**Source data:**
★ ★ ★ ★ ★ ★ ★

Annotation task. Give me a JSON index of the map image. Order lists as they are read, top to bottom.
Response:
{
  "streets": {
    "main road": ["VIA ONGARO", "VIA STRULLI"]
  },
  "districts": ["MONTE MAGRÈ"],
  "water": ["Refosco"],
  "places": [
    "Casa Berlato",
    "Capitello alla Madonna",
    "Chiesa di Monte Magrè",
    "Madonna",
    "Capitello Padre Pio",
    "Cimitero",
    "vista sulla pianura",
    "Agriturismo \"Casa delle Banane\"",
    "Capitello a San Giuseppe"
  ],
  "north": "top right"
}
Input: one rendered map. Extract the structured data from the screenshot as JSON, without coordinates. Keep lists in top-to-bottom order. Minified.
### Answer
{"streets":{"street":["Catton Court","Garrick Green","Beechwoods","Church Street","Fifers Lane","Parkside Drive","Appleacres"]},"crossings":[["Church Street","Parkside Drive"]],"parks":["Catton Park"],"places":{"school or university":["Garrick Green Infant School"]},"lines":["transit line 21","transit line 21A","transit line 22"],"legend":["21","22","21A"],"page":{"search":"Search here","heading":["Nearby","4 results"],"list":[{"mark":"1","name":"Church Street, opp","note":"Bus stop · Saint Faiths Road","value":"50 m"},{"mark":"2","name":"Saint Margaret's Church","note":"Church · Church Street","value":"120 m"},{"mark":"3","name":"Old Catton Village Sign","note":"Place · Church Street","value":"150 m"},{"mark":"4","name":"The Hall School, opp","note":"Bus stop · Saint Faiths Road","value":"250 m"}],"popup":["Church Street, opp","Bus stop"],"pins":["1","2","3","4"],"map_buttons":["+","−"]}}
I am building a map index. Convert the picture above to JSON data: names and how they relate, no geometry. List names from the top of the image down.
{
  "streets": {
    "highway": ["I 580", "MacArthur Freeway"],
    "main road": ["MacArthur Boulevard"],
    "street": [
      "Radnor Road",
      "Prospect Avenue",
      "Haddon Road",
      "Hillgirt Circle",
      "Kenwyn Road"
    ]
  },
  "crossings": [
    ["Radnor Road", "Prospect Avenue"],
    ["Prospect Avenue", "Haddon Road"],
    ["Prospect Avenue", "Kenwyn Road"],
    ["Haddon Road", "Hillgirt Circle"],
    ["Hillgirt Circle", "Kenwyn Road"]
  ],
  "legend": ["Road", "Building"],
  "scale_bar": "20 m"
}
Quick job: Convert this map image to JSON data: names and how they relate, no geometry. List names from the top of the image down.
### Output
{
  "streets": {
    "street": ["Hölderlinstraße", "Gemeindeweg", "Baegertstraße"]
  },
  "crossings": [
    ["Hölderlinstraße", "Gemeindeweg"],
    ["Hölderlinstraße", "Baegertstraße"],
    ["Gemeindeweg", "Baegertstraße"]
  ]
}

★ ★ ★ ★ ★ ★ ★

**Prompt:** Return all lines from the data above with "lists" in them.

**Task answer:**
Annotation task. Give me a JSON index of the map image. Order lists as they are read, top to bottom.
Input: one rendered map. Extract the structured data from the screenshot as JSON, without coordinates. Keep lists in top-to-bottom order. Minified.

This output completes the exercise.